Collectively, this stresses on the fact that benefits coming out of tax savings would be deviated towards paying more for the daily needs and utilities.
Higher fiscal deficit means that the Government income is less than its earnings. It meets this additional expense by printing surplus currency or by selling public assets. These public assets are basically made and supported by tax payers like us.
The budget certainly raises a hope as it has proposed to bring down the fiscal deficit in the next two years. But as has been seen in the past, the interim sees higher non-plan expenditure and that means increased fiscal deficit by the time the fiscal year comes to an end. So, we need to wait and watch to see what happens next!
There is no hike in service tax and which is welcoming for now. However, it remains to be seen if new occupations are being brought into the service tax bracket. But, until then, the public has to keep its fingers crossed.
Gems and jewel prices such as gold, silver and other precious stones are all set to rise. So, a warning to all those planning to get married or investing in a wedding must keep their pockets a bit more flexible!
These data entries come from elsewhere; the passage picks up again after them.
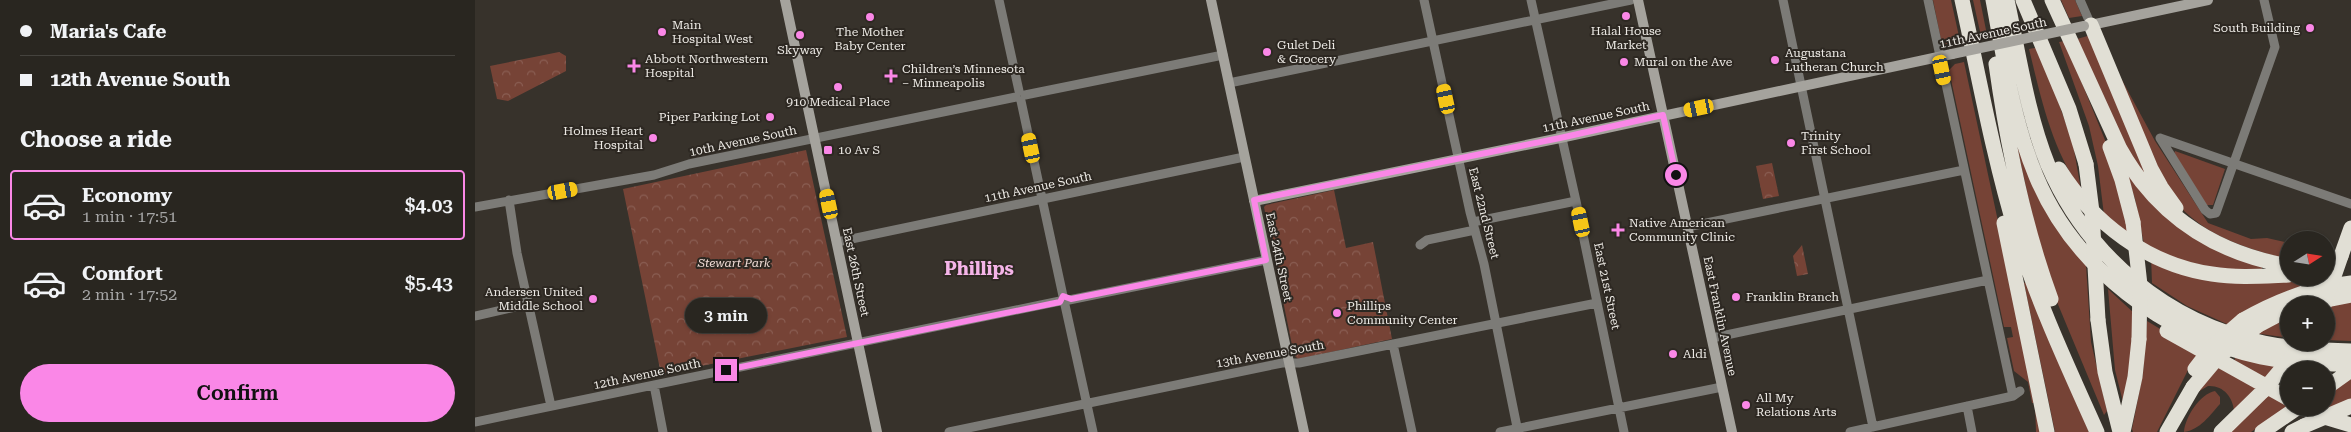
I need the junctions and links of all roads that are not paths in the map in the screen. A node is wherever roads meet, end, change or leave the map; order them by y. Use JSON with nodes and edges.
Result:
{"nodes":[{"id":1,"x":785,"y":0,"type":"edge"},
{"id":2,"x":999,"y":0,"type":"edge"},
{"id":3,"x":1211,"y":0,"type":"edge"},
{"id":4,"x":1424,"y":0,"type":"edge"},
{"id":5,"x":1531,"y":0,"type":"edge"},
{"id":6,"x":1631,"y":0,"type":"edge"},
{"id":7,"x":1638,"y":0,"type":"edge"},
{"id":8,"x":1783,"y":0,"type":"edge"},
{"id":9,"x":1927,"y":0,"type":"edge"},
{"id":10,"x":1962,"y":0,"type":"edge"},
{"id":11,"x":1992,"y":0,"type":"edge"},
{"id":12,"x":2007,"y":0,"type":"edge"},
{"id":13,"x":2023,"y":0,"type":"edge"},
{"id":14,"x":2034,"y":0,"type":"edge"},
{"id":15,"x":2052,"y":0,"type":"edge"},
{"id":16,"x":2081,"y":0,"type":"edge"},
{"id":17,"x":2208,"y":0,"type":"edge"},
{"id":18,"x":2264,"y":0,"type":"edge"},
{"id":19,"x":1535,"y":21,"type":"junction"},
{"id":20,"x":2087,"y":25,"type":"junction"},
{"id":21,"x":1433,"y":41,"type":"junction"},
{"id":22,"x":1223,"y":55,"type":"junction"},
{"id":23,"x":1939,"y":57,"type":"junction"},
{"id":24,"x":2019,"y":58,"type":"junction"},
{"id":25,"x":1229,"y":84,"type":"junction"},
{"id":26,"x":1801,"y":86,"type":"junction"},
{"id":27,"x":1020,"y":96,"type":"junction"},
{"id":28,"x":1663,"y":115,"type":"junction"},
{"id":29,"x":1989,"y":125,"type":"junction"},
{"id":30,"x":815,"y":138,"type":"junction"},
{"id":31,"x":1560,"y":138,"type":"junction"},
{"id":32,"x":1244,"y":157,"type":"junction"},
{"id":33,"x":1459,"y":158,"type":"junction"},
{"id":34,"x":2086,"y":164,"type":"junction"},
{"id":35,"x":2235,"y":164,"type":"junction"},
{"id":36,"x":1964,"y":170,"type":"junction"},
{"id":37,"x":1825,"y":198,"type":"junction"},
{"id":38,"x":1041,"y":199,"type":"junction"},
{"id":39,"x":509,"y":200,"type":"junction"},
{"id":40,"x":1254,"y":200,"type":"junction"},
{"id":41,"x":1576,"y":201,"type":"junction"},
{"id":42,"x":2351,"y":204,"type":"edge"},
{"id":43,"x":475,"y":207,"type":"edge"},
{"id":44,"x":1474,"y":226,"type":"junction"},
{"id":45,"x":1687,"y":227,"type":"junction"},
{"id":46,"x":2351,"y":228,"type":"edge"},
{"id":47,"x":2067,"y":230,"type":"junction"},
{"id":48,"x":837,"y":242,"type":"junction"},
{"id":49,"x":1419,"y":245,"type":"dead end"},
{"id":50,"x":2224,"y":246,"type":"junction"},
{"id":51,"x":1266,"y":260,"type":"junction"},
{"id":52,"x":2280,"y":264,"type":"edge"},
{"id":53,"x":2335,"y":274,"type":"edge"},
{"id":54,"x":2280,"y":275,"type":"edge"},
{"id":55,"x":2351,"y":275,"type":"edge"},
{"id":56,"x":1988,"y":280,"type":"junction"},
{"id":57,"x":2351,"y":282,"type":"edge"},
{"id":58,"x":2327,"y":296,"type":"edge"},
{"id":59,"x":2351,"y":296,"type":"edge"},
{"id":60,"x":2335,"y":299,"type":"edge"},
{"id":61,"x":1064,"y":300,"type":"junction"},
{"id":62,"x":1597,"y":302,"type":"junction"},
{"id":63,"x":529,"y":304,"type":"junction"},
{"id":64,"x":1848,"y":309,"type":"junction"},
{"id":65,"x":2280,"y":312,"type":"edge"},
{"id":66,"x":475,"y":316,"type":"edge"},
{"id":67,"x":1496,"y":323,"type":"junction"},
{"id":68,"x":2250,"y":323,"type":"junction"},
{"id":69,"x":1711,"y":338,"type":"junction"},
{"id":70,"x":859,"y":343,"type":"junction"},
{"id":71,"x":1393,"y":344,"type":"junction"},
{"id":72,"x":2297,"y":351,"type":"edge"},
{"id":73,"x":2351,"y":351,"type":"edge"},
{"id":74,"x":1289,"y":363,"type":"junction"},
{"id":75,"x":2351,"y":364,"type":"edge"},
{"id":76,"x":2351,"y":370,"type":"edge"},
{"id":77,"x":2335,"y":382,"type":"edge"},
{"id":78,"x":654,"y":385,"type":"junction"},
{"id":79,"x":1722,"y":387,"type":"junction"},
{"id":80,"x":2280,"y":394,"type":"edge"},
{"id":81,"x":1087,"y":403,"type":"junction"},
{"id":82,"x":551,"y":406,"type":"junction"},
{"id":83,"x":1967,"y":406,"type":"junction"},
{"id":84,"x":2351,"y":406,"type":"edge"},
{"id":85,"x":1619,"y":408,"type":"junction"},
{"id":86,"x":2285,"y":416,"type":"edge"},
{"id":87,"x":2325,"y":416,"type":"edge"},
{"id":88,"x":475,"y":422,"type":"edge"},
{"id":89,"x":2351,"y":425,"type":"edge"},
{"id":90,"x":2094,"y":426,"type":"edge"},
{"id":91,"x":1873,"y":427,"type":"junction"},
{"id":92,"x":2298,"y":429,"type":"edge"},
{"id":93,"x":1517,"y":431,"type":"edge"},
{"id":94,"x":663,"y":432,"type":"edge"},
{"id":95,"x":877,"y":432,"type":"edge"},
{"id":96,"x":949,"y":432,"type":"edge"},
{"id":97,"x":1093,"y":432,"type":"edge"},
{"id":98,"x":1304,"y":432,"type":"edge"},
{"id":99,"x":1411,"y":432,"type":"edge"},
{"id":100,"x":1500,"y":432,"type":"edge"},
{"id":101,"x":1624,"y":432,"type":"edge"},
{"id":102,"x":1732,"y":432,"type":"edge"},
{"id":103,"x":1852,"y":432,"type":"edge"},
{"id":104,"x":1972,"y":432,"type":"edge"},
{"id":105,"x":2047,"y":432,"type":"edge"},
{"id":106,"x":2121,"y":432,"type":"edge"},
{"id":107,"x":2167,"y":432,"type":"edge"},
{"id":108,"x":2221,"y":432,"type":"edge"},
{"id":109,"x":2262,"y":432,"type":"edge"}],
"edges":[{"from":1,"to":30,"type":"street","name":"East 26th Street"},
{"from":2,"to":27,"type":"street"},
{"from":3,"to":22,"type":"street","name":"East 24th Street"},
{"from":4,"to":21,"type":"street","name":"East 22nd Street"},
{"from":5,"to":19,"type":"street","name":"East 21st Street"},
{"from":6,"to":19,"type":"street"},
{"from":7,"to":28,"type":"street","name":"East Franklin Avenue"},
{"from":8,"to":26,"type":"street"},
{"from":9,"to":23,"type":"street"},
{"from":10,"to":29,"type":"highway"},
{"from":11,"to":47,"type":"highway"},
{"from":11,"to":90,"type":"highway"},
{"from":12,"to":24,"type":"highway"},
{"from":13,"to":34,"type":"highway"},
{"from":14,"to":34,"type":"highway"},
{"from":15,"to":50,"type":"highway"},
{"from":15,"to":106,"type":"highway","bridge":true},
{"from":16,"to":20,"type":"street"},
{"from":17,"to":20,"type":"street","name":"11th Avenue South"},
{"from":18,"to":35,"type":"street"},
{"from":19,"to":21,"type":"street"},
{"from":19,"to":31,"type":"street","name":"East 21st Street"},
{"from":20,"to":23,"type":"street","name":"11th Avenue South","bridge":true},
{"from":20,"to":50,"type":"highway"},
{"from":21,"to":25,"type":"street"},
{"from":21,"to":33,"type":"street","name":"East 22nd Street"},
{"from":22,"to":25,"type":"street","name":"East 24th Street"},
{"from":22,"to":27,"type":"street","name":"10th Avenue South"},
{"from":23,"to":26,"type":"street","name":"11th Avenue South"},
{"from":23,"to":36,"type":"street"},
{"from":24,"to":54,"type":"highway"},
{"from":24,"to":73,"type":"highway"},
{"from":25,"to":32,"type":"street","name":"East 24th Street"},
{"from":26,"to":28,"type":"street","name":"11th Avenue South"},
{"from":26,"to":37,"type":"street"},
{"from":27,"to":30,"type":"street","name":"10th Avenue South"},
{"from":27,"to":38,"type":"street"},
{"from":28,"to":31,"type":"street","name":"11th Avenue South"},
{"from":28,"to":45,"type":"street","name":"East Franklin Avenue"},
{"from":29,"to":90,"type":"highway"},
{"from":29,"to":105,"type":"highway"},
{"from":30,"to":39,"type":"street","name":"10th Avenue South"},
{"from":30,"to":48,"type":"street","name":"East 26th Street"},
{"from":31,"to":33,"type":"street","name":"11th Avenue South"},
{"from":31,"to":41,"type":"street","name":"East 21st Street"},
{"from":32,"to":38,"type":"street","name":"11th Avenue South"},
{"from":32,"to":40,"type":"street","name":"East 24th Street"},
{"from":33,"to":40,"type":"street","name":"11th Avenue South"},
{"from":33,"to":44,"type":"street","name":"East 22nd Street"},
{"from":34,"to":106,"type":"highway","bridge":true},
{"from":35,"to":35,"type":"street"},
{"from":35,"to":42,"type":"street"},
{"from":36,"to":37,"type":"street"},
{"from":36,"to":56,"type":"street"},
{"from":37,"to":45,"type":"street"},
{"from":37,"to":64,"type":"street"},
{"from":38,"to":48,"type":"street","name":"11th Avenue South"},
{"from":38,"to":61,"type":"street"},
{"from":39,"to":43,"type":"street","name":"10th Avenue South"},
{"from":39,"to":63,"type":"street"},
{"from":40,"to":51,"type":"street","name":"East 24th Street"},
{"from":41,"to":44,"type":"street"},
{"from":41,"to":62,"type":"street","name":"East 21st Street"},
{"from":44,"to":49,"type":"street"},
{"from":44,"to":67,"type":"street","name":"East 22nd Street"},
{"from":45,"to":69,"type":"street","name":"East Franklin Avenue"},
{"from":46,"to":58,"type":"highway","bridge":true},
{"from":47,"to":75,"type":"highway"},
{"from":47,"to":80,"type":"highway"},
{"from":48,"to":70,"type":"street","name":"East 26th Street"},
{"from":50,"to":52,"type":"highway"},
{"from":51,"to":61,"type":"street","name":"12th Avenue South"},
{"from":51,"to":74,"type":"street","name":"East 24th Street"},
{"from":53,"to":55,"type":"highway"},
{"from":56,"to":64,"type":"street"},
{"from":56,"to":83,"type":"street"},
{"from":57,"to":68,"type":"highway"},
{"from":59,"to":60,"type":"highway"},
{"from":61,"to":70,"type":"street","name":"12th Avenue South"},
{"from":61,"to":81,"type":"street"},
{"from":62,"to":67,"type":"street","name":"13th Avenue South"},
{"from":62,"to":85,"type":"street","name":"East 21st Street"},
{"from":63,"to":66,"type":"street"},
{"from":63,"to":82,"type":"street"},
{"from":64,"to":69,"type":"street"},
{"from":64,"to":91,"type":"street"},
{"from":65,"to":68,"type":"highway"},
{"from":67,"to":71,"type":"street","name":"13th Avenue South"},
{"from":67,"to":93,"type":"street","name":"East 22nd Street"},
{"from":68,"to":107,"type":"highway","bridge":true},
{"from":69,"to":79,"type":"street","name":"East Franklin Avenue"},
{"from":70,"to":78,"type":"street","name":"12th Avenue South"},
{"from":70,"to":95,"type":"street","name":"East 26th Street"},
{"from":71,"to":74,"type":"street","name":"13th Avenue South"},
{"from":71,"to":99,"type":"street"},
{"from":72,"to":108,"type":"highway","bridge":true},
{"from":74,"to":81,"type":"street","name":"13th Avenue South"},
{"from":74,"to":98,"type":"street","name":"East 24th Street"},
{"from":76,"to":77,"type":"highway"},
{"from":78,"to":82,"type":"street","name":"12th Avenue South"},
{"from":78,"to":94,"type":"street"},
{"from":79,"to":85,"type":"street"},
{"from":79,"to":102,"type":"street","name":"East Franklin Avenue"},
{"from":81,"to":96,"type":"street","name":"13th Avenue South"},
{"from":81,"to":97,"type":"street"},
{"from":82,"to":88,"type":"street","name":"12th Avenue South"},
{"from":83,"to":91,"type":"street"},
{"from":83,"to":104,"type":"street"},
{"from":84,"to":92,"type":"highway","bridge":true},
{"from":85,"to":93,"type":"street"},
{"from":85,"to":101,"type":"street","name":"East 21st Street"},
{"from":86,"to":109,"type":"highway"},
{"from":87,"to":89,"type":"highway"},
{"from":91,"to":103,"type":"street"},
{"from":93,"to":100,"type":"street"}]}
It is agreed that the defence of the country is paramount and cannot be compromised on, still one fails to understand hike of another 4% in its expense on the country’s defence. This is especially when India continues to have a misfortune of having the majority of poor in the world and especially when they are dieing of hunger. Are we still afraid of others taking over our country despite being a nuclear power? At such a point, it is hard to understand the investment in nuclear resources if it is still not a good enough deterrent?
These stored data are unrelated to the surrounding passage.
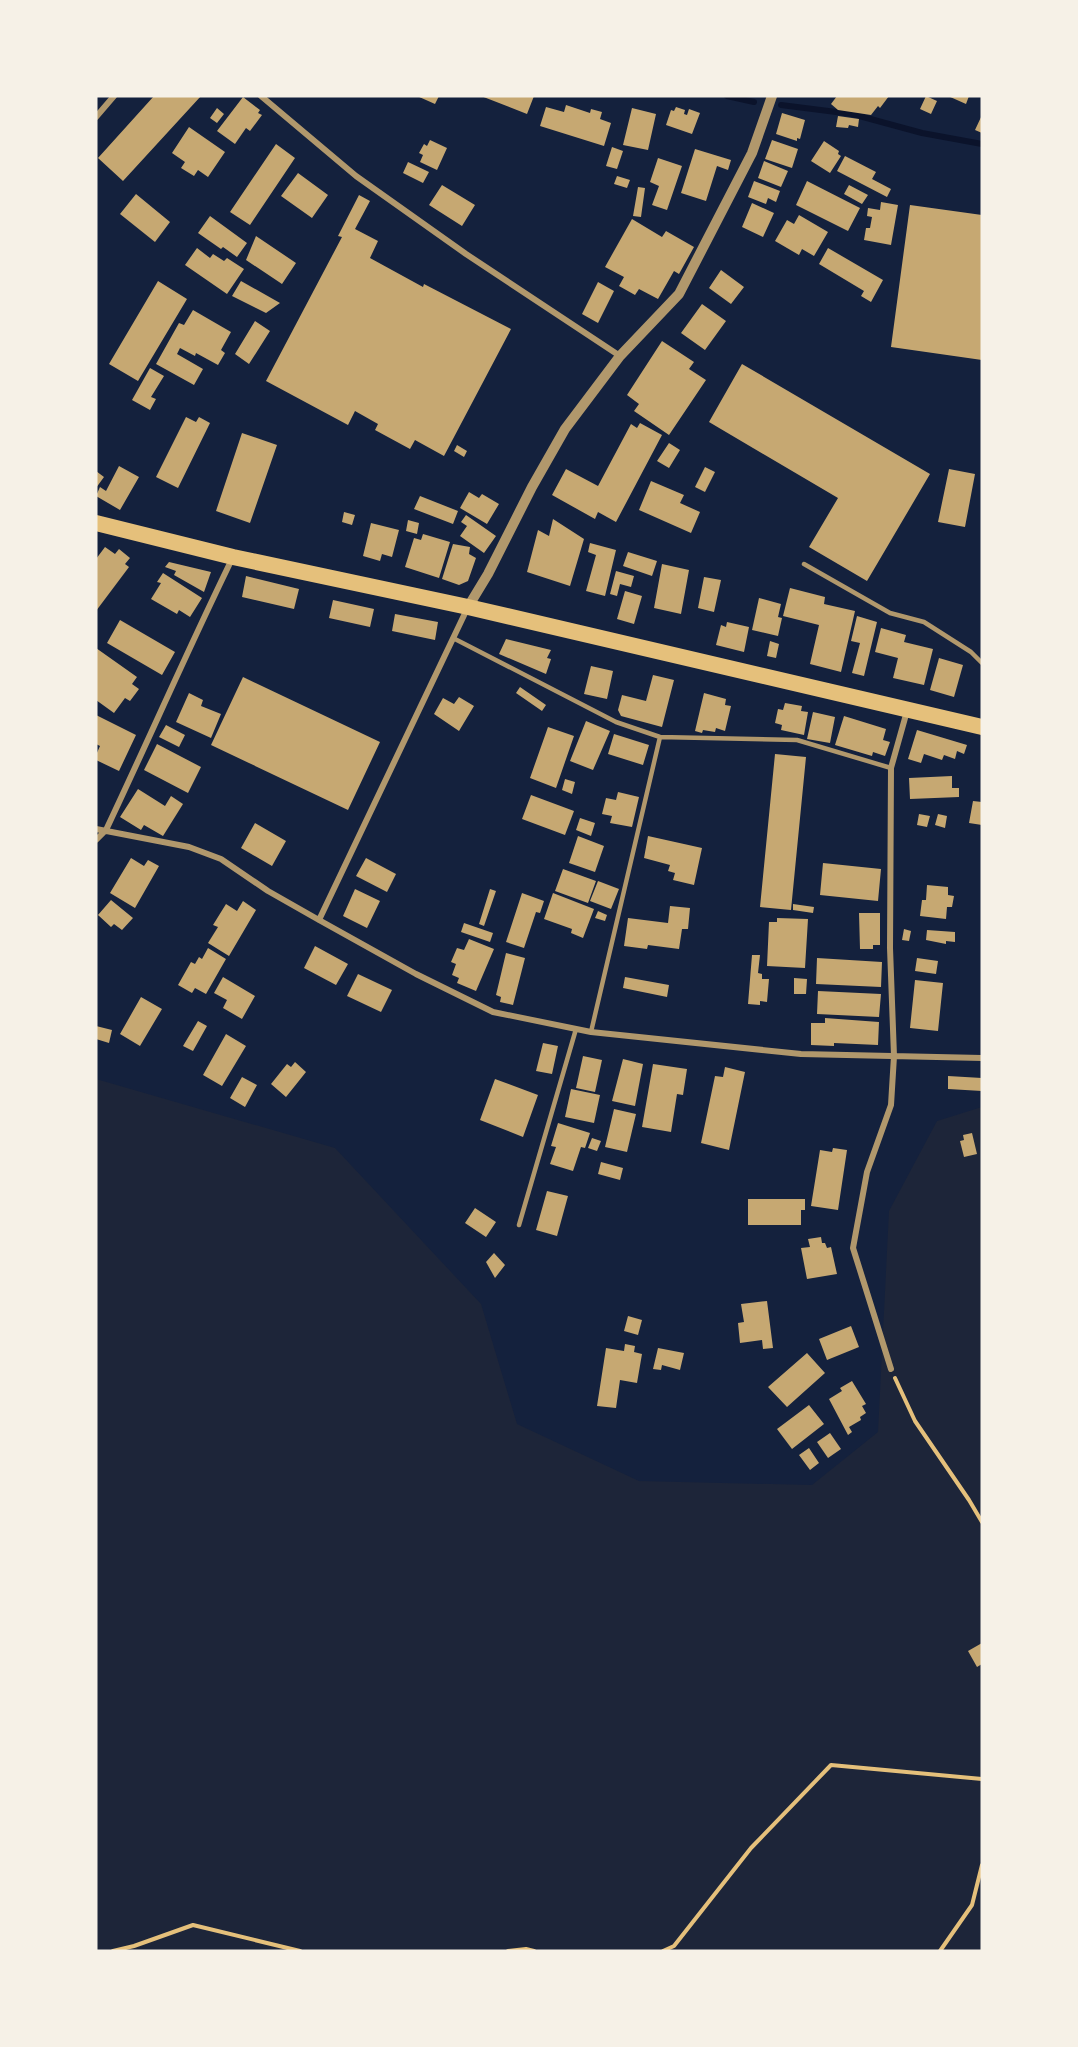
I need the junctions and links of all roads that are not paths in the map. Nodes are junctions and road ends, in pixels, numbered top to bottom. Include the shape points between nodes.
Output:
1 (114, 96) edge
2 (261, 96) edge
3 (772, 96) edge
4 (96, 117) edge
5 (620, 356) junction
6 (96, 523) edge
7 (233, 557) junction
8 (804, 564) dead end
9 (468, 608) junction
10 (453, 638) junction
11 (982, 663) edge
12 (907, 711) junction
13 (982, 728) edge
14 (660, 737) junction
15 (891, 768) junction
16 (96, 830) edge
17 (106, 830) junction
18 (96, 840) edge
19 (319, 920) junction
20 (576, 1029) junction
21 (591, 1032) junction
22 (894, 1056) junction
23 (982, 1058) edge
24 (519, 1225) dead end
25 (891, 1369) road end

1 - 4 street
2 - 5 street via 356,176
3 - 5 street via 752,153 679,294
5 - 9 street via 565,429
6 - 7 highway
7 - 9 highway
7 - 17 street
8 - 11 lane via 890,613 924,622
9 - 10 street
9 - 12 highway
10 - 14 lane via 616,722
10 - 19 street
12 - 13 highway
12 - 15 street
14 - 15 lane via 797,740
14 - 21 lane
15 - 22 street
16 - 17 street
17 - 18 street
17 - 19 street via 189,847 221,859
19 - 20 street via 493,1012
20 - 21 street
20 - 24 lane
21 - 22 street via 801,1054
22 - 23 street
22 - 25 street via 891,1105 867,1172 853,1248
Excise duty is being increased for most of the manufacturing and capital goods segment. This is an effort towards fiscal discipline and management. But then, these minor benefits are taken away by pay commission reports that are recommended and implemented.
Almost Rs. 35,000 Crores have been raised by selling equity of public sector undertakings (supposedly owned by public) but none of this will be used for general benefit of public. It is likely that all will go into meeting the fiscal deficit.
You will pay more for your new television sets, air conditioners and cars. When will the Government understand that these items are no longer luxuries but utilities? It is tragic that these items get the same tax treatment as cigarettes and tobacco.
On the other hand, the extension of banking and interest facilities for real estate and housing sector is a step in the right direction. This would lead to stimulating many other related sectors like steel and cement in the economy. But it has to be ensured that these benefits are passed on to the general public by builders and developers through affordable housing.
It is not yet clear regarding the benefits of introducing new private banks. Rather than giving licenses to new banks, it is better to support existing banks in expanding their current networks. It has to be realized that the Indian financial market is still developing and major part of the population is still illiterate. They being subjected to aggressive private banking would mean that there will be more shocks and financial indiscipline. Many in public may end up losing money by trusting their savings to these new private banks.
In the end, let us hope that budgetary targets are met and no mid year surprises are thrown on the general public. They need to plan their budget too and it is possible only against a certain, stable Government budget.